Cerro (1/26): Already famous due Michael Phelps being among the Team Valor partnership that owns him, Cerro began his career in Italy. After catching the attention of Barry Irwin, he was bought and transferred to America, where he finished off-the-board in the Pilgrim Stakes (GIII) at Belmont. Following a fourth-place finish in a turf allowance optional claiming, the chestnut colt transferred to dirt, which preceded a third-place finish and a victory in allowance optional claiming events at Gulfstream, one of which was contested on dirt. The aforementioned triumph came in the case of an easy win going nine furlongs. Though a son of Mr. Greeley, Cerro’s dam side – having Giant’s Causeway as his broodmare sire, Nijinksy as the sire of his granddam, and one of the best broodmares of all-time as his third dam – suggests that distance will not be an issue in the least. Expect a post about him soon on my Horse Racing Nation blog.
Close Hatches (1/26): After closing from off the pace, this Bill Mott trainee galloped to an outstanding 7-length victory.
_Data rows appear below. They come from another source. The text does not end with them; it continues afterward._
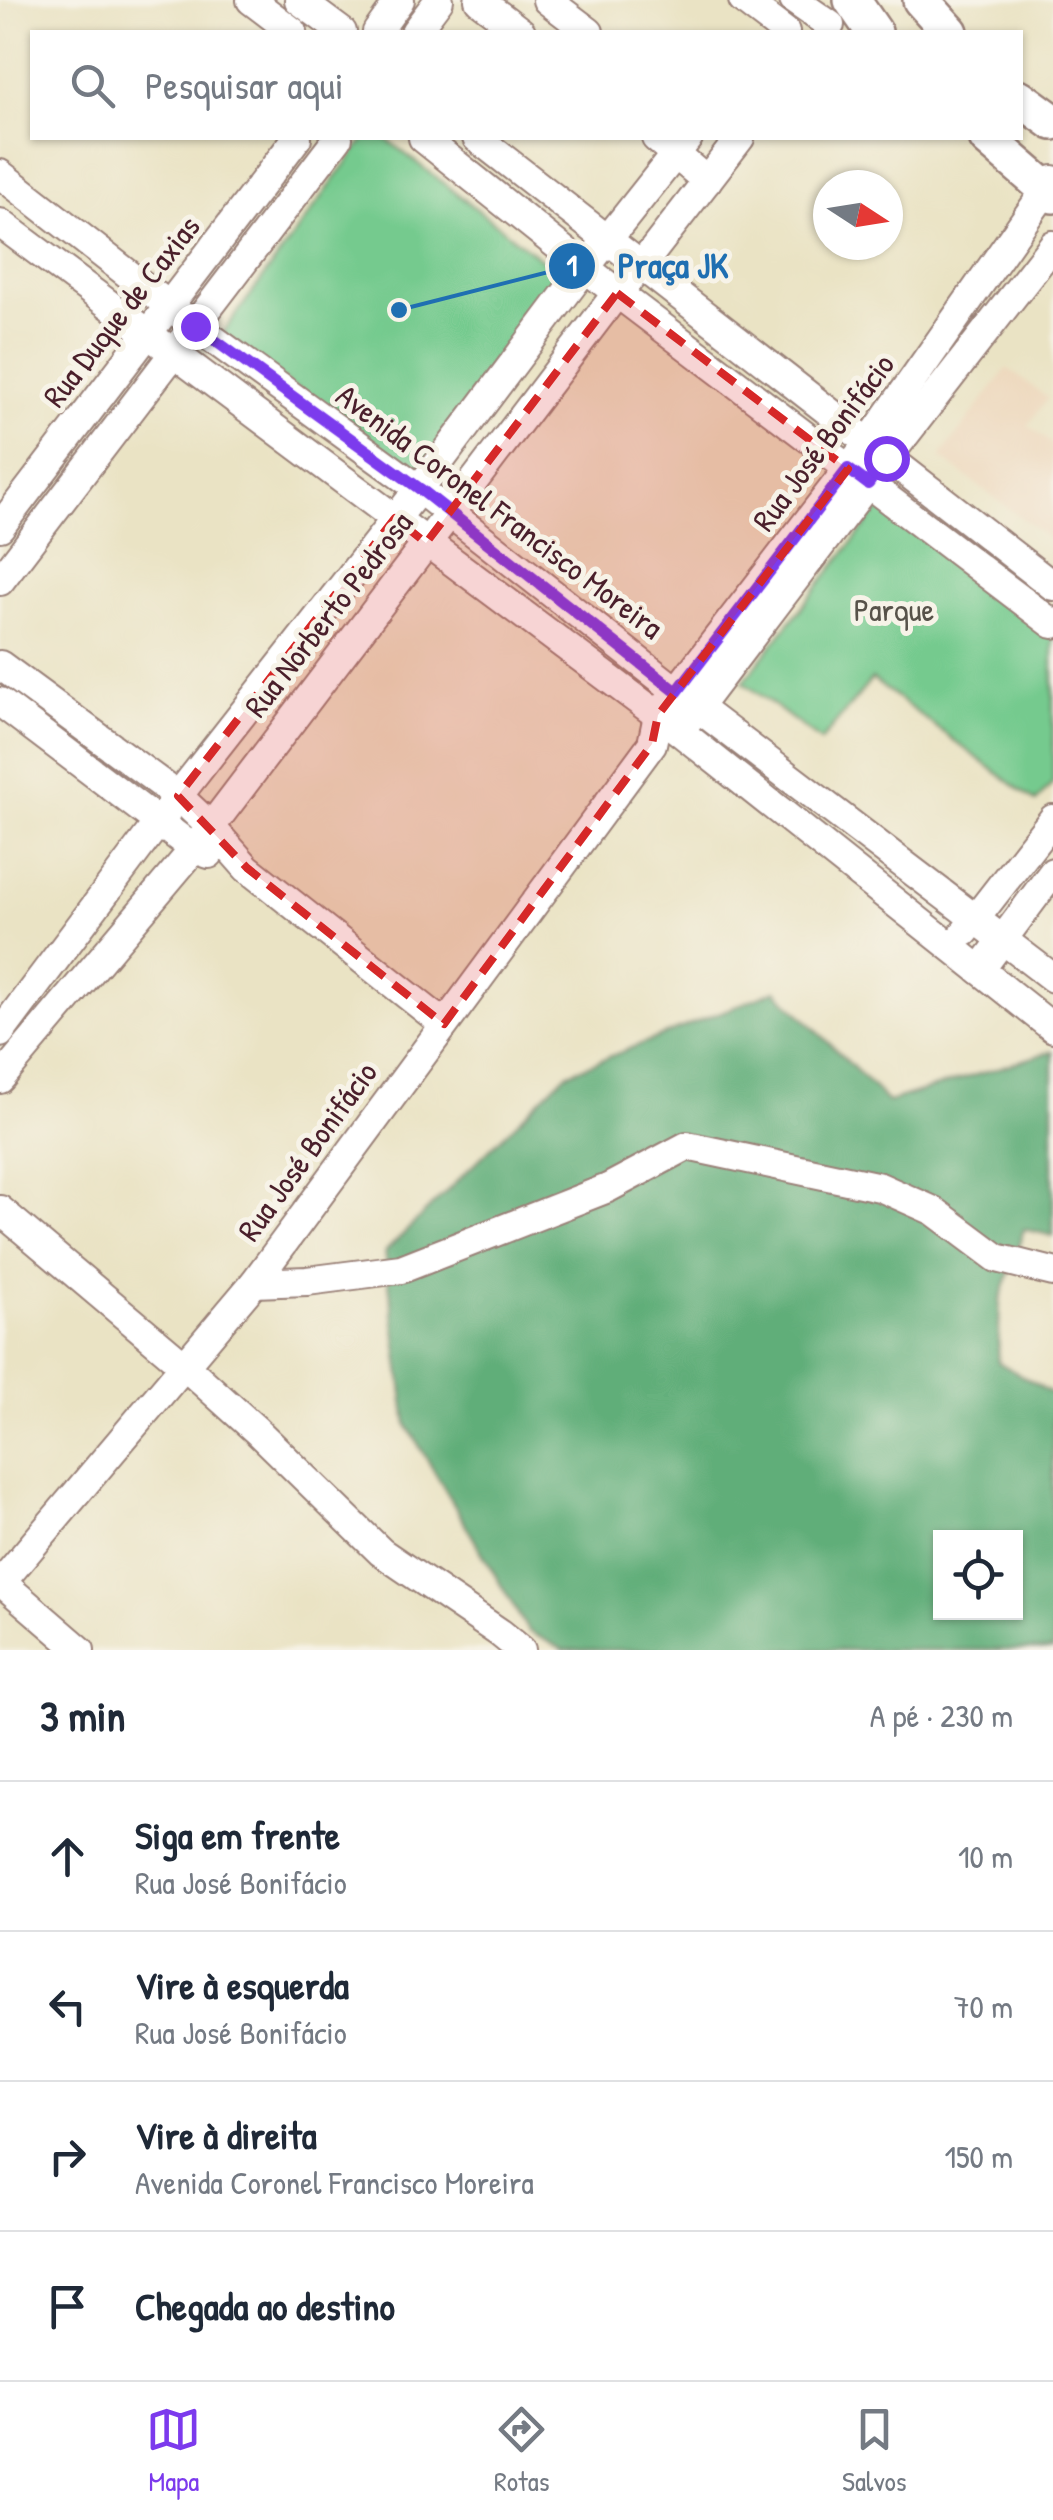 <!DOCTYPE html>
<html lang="pt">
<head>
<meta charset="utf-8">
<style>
	:root { --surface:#fff; --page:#f6f6f7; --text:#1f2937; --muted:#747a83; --line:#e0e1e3; --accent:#7c3aed }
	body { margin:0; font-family:"Patrick Hand",sans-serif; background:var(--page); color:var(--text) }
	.controls { position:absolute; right:30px; bottom:30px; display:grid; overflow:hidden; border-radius:0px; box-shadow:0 2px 8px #0004 }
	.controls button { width:90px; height:90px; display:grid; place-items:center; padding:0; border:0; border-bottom:2px solid var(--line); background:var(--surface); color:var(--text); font:50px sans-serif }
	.compass { position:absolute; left:813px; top:170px; width:90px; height:90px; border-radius:50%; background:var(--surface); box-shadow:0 2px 8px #0004; rotate:102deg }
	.stop { position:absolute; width:30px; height:30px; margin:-22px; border:8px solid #7c3aed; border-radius:50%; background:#fff }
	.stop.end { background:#7c3aed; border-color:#fff; box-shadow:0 2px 10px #0008 }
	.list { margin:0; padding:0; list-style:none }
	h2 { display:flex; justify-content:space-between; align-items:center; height:130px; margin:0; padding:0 40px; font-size:42px }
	h2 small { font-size:32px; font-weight:400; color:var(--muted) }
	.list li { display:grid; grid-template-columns:65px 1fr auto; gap:30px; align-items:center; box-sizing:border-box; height:150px; padding:0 40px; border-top:2px solid var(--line) }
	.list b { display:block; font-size:38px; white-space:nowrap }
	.list p { margin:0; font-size:32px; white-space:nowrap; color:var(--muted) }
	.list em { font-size:32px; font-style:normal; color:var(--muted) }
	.icon { flex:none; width:55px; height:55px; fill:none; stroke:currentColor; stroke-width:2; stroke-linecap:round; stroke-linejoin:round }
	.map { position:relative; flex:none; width:1053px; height:1650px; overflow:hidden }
	.search { position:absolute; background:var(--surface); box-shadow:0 2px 8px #0004; left:30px; right:30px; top:30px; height:110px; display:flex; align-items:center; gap:25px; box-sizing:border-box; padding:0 35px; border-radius:0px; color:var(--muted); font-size:38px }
	.sheet { height:730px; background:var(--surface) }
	nav { display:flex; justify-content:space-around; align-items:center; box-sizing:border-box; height:140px; border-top:2px solid var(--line); background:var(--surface); font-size:28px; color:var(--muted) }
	nav a { display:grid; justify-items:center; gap:5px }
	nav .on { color:var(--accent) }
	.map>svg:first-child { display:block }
</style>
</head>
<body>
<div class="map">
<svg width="1053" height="1650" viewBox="0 0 1053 1650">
	<rect width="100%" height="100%" fill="#f7f3e8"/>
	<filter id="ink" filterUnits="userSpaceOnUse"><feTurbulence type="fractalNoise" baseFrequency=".01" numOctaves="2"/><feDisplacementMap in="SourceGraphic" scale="20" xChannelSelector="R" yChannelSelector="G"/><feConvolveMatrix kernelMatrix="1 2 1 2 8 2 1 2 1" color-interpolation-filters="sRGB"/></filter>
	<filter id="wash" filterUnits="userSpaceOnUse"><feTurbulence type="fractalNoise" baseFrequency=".0048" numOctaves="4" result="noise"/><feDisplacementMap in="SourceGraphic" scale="40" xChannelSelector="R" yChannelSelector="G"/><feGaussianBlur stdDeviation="2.25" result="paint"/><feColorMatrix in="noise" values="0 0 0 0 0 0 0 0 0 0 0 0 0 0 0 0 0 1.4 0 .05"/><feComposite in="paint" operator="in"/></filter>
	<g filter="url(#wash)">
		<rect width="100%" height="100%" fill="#eae3c4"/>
		<polygon fill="#edd7bb" points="1007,368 1048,398 1028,425 1053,445 1053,542 940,457"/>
		<g fill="#75ca8e" stroke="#60745c" stroke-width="2.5">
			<polygon points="365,138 385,138 576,286 429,489 222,334"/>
			<polygon points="881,506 1053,638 1053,782 1036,802 872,679 821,741 743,682"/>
		</g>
		<path fill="#60ae79" stroke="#556652" stroke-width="2.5" fill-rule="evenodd" d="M776,990L888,1102L1053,1051V1236L1024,1229L1000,1300L998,1362L1053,1394V1650H564L528,1631L407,1425L385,1252L566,1074ZM940,1538H1016V1612H940Z"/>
	</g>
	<g filter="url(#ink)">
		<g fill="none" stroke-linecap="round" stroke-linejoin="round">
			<defs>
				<g id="minor">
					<polyline points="251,0 293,32"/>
					<polyline points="299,0 342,32"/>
					<polyline points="479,0 521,32"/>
					<polyline points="547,0 589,32"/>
					<polyline points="743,0 785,32"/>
					<polyline points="794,0 830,25"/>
					<polyline points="377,32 400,0"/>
					<polyline points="415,32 439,0"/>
					<polyline points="423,138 617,293 1053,624"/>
					<polyline points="477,138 1053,586"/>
					<polyline points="656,138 707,181"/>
					<polyline points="0,174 195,326 419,489 697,707 1053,978"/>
					<polyline points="0,223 679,731 1053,1028"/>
					<polyline points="0,527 297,138"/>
					<polyline points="0,581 338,138"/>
					<polyline points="0,665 178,796 210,826 247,868 444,1024"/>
					<polyline points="0,702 194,849 209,854"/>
					<polyline points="688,720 887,458 1053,245"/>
					<polyline points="965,932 1053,819"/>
					<polyline points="980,970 1053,872"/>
					<polyline points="0,1033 178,796 419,489 585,268 688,138"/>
					<polyline points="0,1079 194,849 617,293 641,266 740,138"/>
					<polyline points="0,1210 185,1366 256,1430 381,1552 500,1633 521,1650"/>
					<polyline points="254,1283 307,1281 401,1269 608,1188 687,1146 880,1187 934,1211 997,1258 1053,1272"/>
					<polyline points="0,1581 80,1650"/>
					<polyline points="0,1584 254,1283 652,744 658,715 869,442 1053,180"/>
				</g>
				<g id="major">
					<polyline points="852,0 874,32"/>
					<polyline points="921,0 950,32"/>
					<polyline points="1020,98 1053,122"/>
					<polyline points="987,138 1053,195"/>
				</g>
			</defs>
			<use href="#minor" stroke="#9a8178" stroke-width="32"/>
			<use href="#major" stroke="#9a8178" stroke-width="40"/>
			<use href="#minor" stroke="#fff" stroke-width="28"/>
			<use href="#major" stroke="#fff" stroke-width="35"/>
		</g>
	</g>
	<g fill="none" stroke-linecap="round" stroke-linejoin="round" filter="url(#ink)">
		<polyline stroke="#7c3aed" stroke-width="12" points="195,326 420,489 677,692 848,469 868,484 886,458"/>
	</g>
	<path fill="#d62828" fill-opacity="0.2" stroke="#d62828" stroke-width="8" stroke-dasharray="20 12" stroke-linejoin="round" d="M617,293L848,469L658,715L652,744L444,1024L247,868L178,796L395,518L426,543Z"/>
	<g text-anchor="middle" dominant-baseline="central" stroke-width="10" stroke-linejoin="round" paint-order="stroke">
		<g font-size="32" fill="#4a1f2b" stroke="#f7f3e8">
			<text transform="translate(121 311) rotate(-52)">Rua Duque de Caxias</text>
			<text transform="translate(823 442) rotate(-53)">Rua José Bonifácio</text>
			<text transform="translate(500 511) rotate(37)">Avenida Coronel Francisco Moreira</text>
			<text transform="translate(328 614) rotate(-52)">Rua Norberto Pedrosa</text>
			<text transform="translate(307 1151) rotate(-54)">Rua José Bonifácio</text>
		</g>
		<g font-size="32" fill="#575249" stroke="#f7f3e8">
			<text x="894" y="609">Parque</text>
		</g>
	</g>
	<path fill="none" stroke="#1f6fb2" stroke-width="4" d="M399 310L572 266"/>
	<g fill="#1f6fb2" stroke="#f7f3e8" stroke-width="4">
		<circle cx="399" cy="310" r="10"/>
		<circle cx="572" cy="266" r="25"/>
	</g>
	<g font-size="30" text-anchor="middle" font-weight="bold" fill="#fff">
		<text x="572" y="276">1</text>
	</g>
	<g font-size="35" text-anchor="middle" font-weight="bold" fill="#1f6fb2" stroke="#f7f3e8" stroke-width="10" stroke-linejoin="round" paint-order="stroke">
		<text x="673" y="278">Praça JK</text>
	</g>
</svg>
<div class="controls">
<button><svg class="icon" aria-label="locate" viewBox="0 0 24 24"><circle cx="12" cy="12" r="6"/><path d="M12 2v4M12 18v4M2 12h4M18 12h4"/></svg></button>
</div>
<svg class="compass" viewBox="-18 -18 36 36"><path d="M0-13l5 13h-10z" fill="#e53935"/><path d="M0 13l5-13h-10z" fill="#747a83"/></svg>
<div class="stop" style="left:886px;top:458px"></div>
<div class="stop end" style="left:195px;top:326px"></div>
<div class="search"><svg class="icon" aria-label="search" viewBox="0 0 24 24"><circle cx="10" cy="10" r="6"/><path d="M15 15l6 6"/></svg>Pesquisar aqui</div>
</div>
<section class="sheet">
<h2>3 min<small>A pé · 230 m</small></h2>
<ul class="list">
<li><svg class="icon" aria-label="ahead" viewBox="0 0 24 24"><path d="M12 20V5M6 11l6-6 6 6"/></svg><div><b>Siga em frente</b><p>Rua José Bonifácio</p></div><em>10 m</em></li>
<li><svg class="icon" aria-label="left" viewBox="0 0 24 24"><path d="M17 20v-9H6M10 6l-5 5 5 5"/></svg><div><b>Vire à esquerda</b><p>Rua José Bonifácio</p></div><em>70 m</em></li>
<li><svg class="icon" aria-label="right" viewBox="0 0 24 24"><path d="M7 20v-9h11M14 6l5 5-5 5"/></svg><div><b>Vire à direita</b><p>Avenida Coronel Francisco Moreira</p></div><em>150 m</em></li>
<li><svg class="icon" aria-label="arrive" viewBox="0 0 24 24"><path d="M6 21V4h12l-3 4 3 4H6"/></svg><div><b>Chegada ao destino</b></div></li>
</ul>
</section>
<nav>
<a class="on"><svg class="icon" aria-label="map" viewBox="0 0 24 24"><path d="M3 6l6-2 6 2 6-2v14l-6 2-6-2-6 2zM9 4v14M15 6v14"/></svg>Mapa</a>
<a><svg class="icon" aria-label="directions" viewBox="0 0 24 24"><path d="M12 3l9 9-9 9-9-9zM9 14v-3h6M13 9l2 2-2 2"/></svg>Rotas</a>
<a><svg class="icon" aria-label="saved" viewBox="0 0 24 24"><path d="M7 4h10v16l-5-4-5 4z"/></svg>Salvos</a>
</nav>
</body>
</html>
A daughter of young sire First Defence, a grade one-winning sprinter by Unbridled’s Song, Close Hatches is out of a Storm Cat mare that is a direct descendant of Reine de Course mare and 1982 Broodmare of the Year Best in Show, who produced Kentucky Oaks winner Blush with Pride. Close Hatches is thus from the same family as the Belmont Stakes (GI)-winning siblings Jazil and Rags to Riches, as well as the champion Peeping Fawn. Therefore, this is the same tail female family as the great broodmare Better Than Honour.
Tokyo Time (1/27): Fifth in her debut sprinting on the turf at Belmont, Tokyo Time finished second behind the talented Tapicat going a mile and one-sixteenth over Gulfstream’s turf course. She then romped in a nine-furlong maiden special weight over the same turf course, posting an impressive final time of 1:47.47. A daughter of a terrific sire of fillies, Medaglia d’Oro, Tokyo Time is out of the A.P. Indy mare, thus making her a half-sister to the graded stakes winners Hungry Island and Soaring Empire.